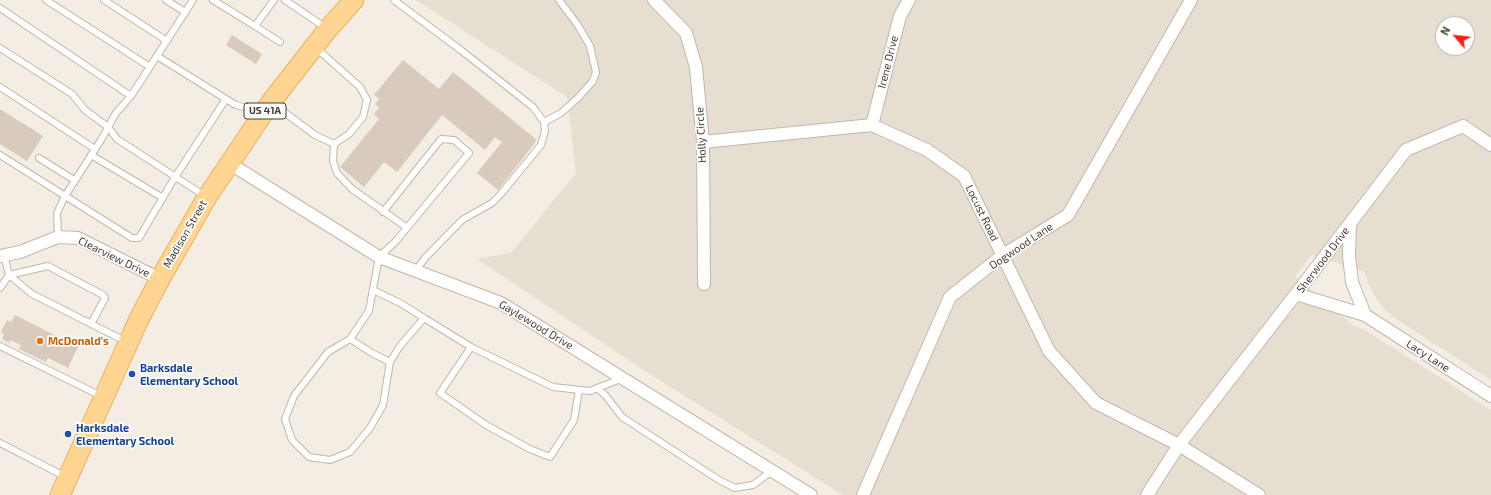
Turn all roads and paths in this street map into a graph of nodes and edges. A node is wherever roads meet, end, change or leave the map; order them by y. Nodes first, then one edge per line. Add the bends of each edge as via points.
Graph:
1 (46, 0) edge
2 (104, 0) edge
3 (166, 0) edge
4 (193, 0) edge
5 (213, 0) edge
6 (274, 0) edge
7 (284, 0) edge
8 (354, 0) edge
9 (394, 0) edge
10 (559, 0) edge
11 (654, 0) edge
12 (909, 0) edge
13 (1191, 0) edge
14 (0, 8) edge
15 (185, 12) junction
16 (255, 26) junction
17 (328, 29) junction
18 (167, 41) junction
19 (280, 42) dead end
20 (314, 46) junction
21 (0, 48) edge
22 (158, 56) junction
23 (150, 67) junction
24 (0, 86) edge
25 (132, 96) junction
26 (226, 100) junction
27 (267, 108) junction
28 (544, 122) junction
29 (872, 125) junction
30 (108, 127) junction
31 (703, 142) junction
32 (334, 144) junction
33 (1491, 145) edge
34 (95, 149) junction
35 (0, 155) edge
36 (91, 155) junction
37 (39, 158) dead end
38 (229, 163) junction
39 (175, 177) junction
40 (74, 180) junction
41 (65, 196) junction
42 (207, 197) junction
43 (163, 198) junction
44 (383, 212) junction
45 (1350, 224) junction
46 (406, 227) junction
47 (58, 236) junction
48 (1003, 255) junction
49 (2, 256) edge
50 (379, 257) junction
51 (416, 270) junction
52 (9, 275) junction
53 (160, 279) junction
54 (704, 284) dead end
55 (0, 288) edge
56 (373, 290) junction
57 (1296, 294) junction
58 (1365, 315) junction
59 (424, 318) junction
60 (91, 324) junction
61 (350, 339) junction
62 (128, 342) junction
63 (0, 346) edge
64 (470, 346) junction
65 (390, 362) junction
66 (623, 378) junction
67 (597, 388) junction
68 (579, 390) junction
69 (1491, 396) edge
70 (103, 397) junction
71 (0, 443) edge
72 (1179, 444) junction
73 (772, 471) junction
74 (68, 478) junction
75 (60, 495) edge
76 (811, 495) edge
77 (863, 495) edge
78 (1147, 495) edge
79 (1259, 495) edge

1 - 23 lane
2 - 18 lane
3 - 15 lane
4 - 15 lane
5 - 16 lane
6 - 16 lane
7 - 17 lane
8 - 17 main road, Madison Street / US 41A
9 - 28 lane via 533,107
10 - 28 lane via 590,46 596,72 593,81 578,98 561,113
11 - 31 street, Holly Circle via 686,33 696,67
12 - 29 street, Irene Drive via 900,16
13 - 48 street, Dogwood Lane via 1068,215
14 - 25 lane
15 - 18 lane
16 - 19 lane
17 - 20 main road, Madison Street / US 41A
18 - 22 lane
20 - 27 main road, Madison Street / US 41A
20 - 32 lane via 360,86 367,100 363,117 349,134
21 - 30 lane via 72,94 85,110
22 - 23 lane
22 - 26 lane
23 - 25 lane
24 - 34 lane
25 - 30 lane
26 - 27 lane via 236,105
26 - 39 lane
27 - 32 lane
27 - 38 main road, Madison Street / US 41A
28 - 51 lane via 545,131 541,145 500,195 492,203 462,220
29 - 31 street
29 - 48 street, Locust Road via 927,150 964,176
30 - 34 lane
30 - 39 lane via 117,139
31 - 54 street, Holly Circle
32 - 44 lane via 333,161 337,173 352,189
33 - 45 street, Sherwood Drive via 1463,126 1406,150
34 - 36 lane
35 - 41 lane
36 - 40 lane
36 - 43 lane
37 - 40 lane
38 - 42 main road, Madison Street / US 41A
38 - 50 street, Gaylewood Drive
39 - 42 lane
39 - 43 lane
40 - 41 lane
41 - 43 lane via 132,238 139,238
41 - 47 lane via 57,213
42 - 53 main road, Madison Street / US 41A
44 - 46 lane
44 - 46 lane via 441,139 454,140 469,153
45 - 57 street, Sherwood Drive
45 - 58 street via 1349,256 1352,282
46 - 50 lane
47 - 49 street, Clearview Drive via 20,252
47 - 53 street, Clearview Drive via 78,238
48 - 72 street, Locust Road via 1049,351 1096,403
48 - 77 street, Dogwood Lane via 950,297
49 - 52 lane
50 - 51 street, Gaylewood Drive
50 - 56 lane
51 - 66 street, Gaylewood Drive via 501,303
52 - 55 lane
52 - 60 lane via 32,294
52 - 60 lane via 48,266 103,295 105,298
53 - 62 main road, Madison Street / US 41A
56 - 59 lane
56 - 61 lane via 369,311
57 - 58 street, Lacy Lane
57 - 72 street, Sherwood Drive
58 - 69 street, Lacy Lane
59 - 64 lane
59 - 65 lane
60 - 62 lane
61 - 65 lane
61 - 65 lane via 328,352 294,396 285,419 292,440 309,457 330,460 350,452 370,428 383,405
62 - 70 main road, Madison Street / US 41A
63 - 70 lane
64 - 68 lane via 553,387
64 - 68 lane via 440,393 486,425 530,449 550,457 574,420
66 - 67 lane
66 - 73 street, Gaylewood Drive
67 - 68 lane via 590,391
67 - 73 lane via 622,417 724,483 735,488 753,485
70 - 74 main road, Madison Street / US 41A
71 - 74 lane
72 - 78 street, Sherwood Drive
72 - 79 street, Locust Road
73 - 76 street, Gaylewood Drive
74 - 75 main road, Madison Street / US 41A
========================
If a line in the material above contains the word "Locust", copy it.

29 - 48 street, Locust Road via 927,150 964,176
48 - 72 street, Locust Road via 1049,351 1096,403
72 - 79 street, Locust Road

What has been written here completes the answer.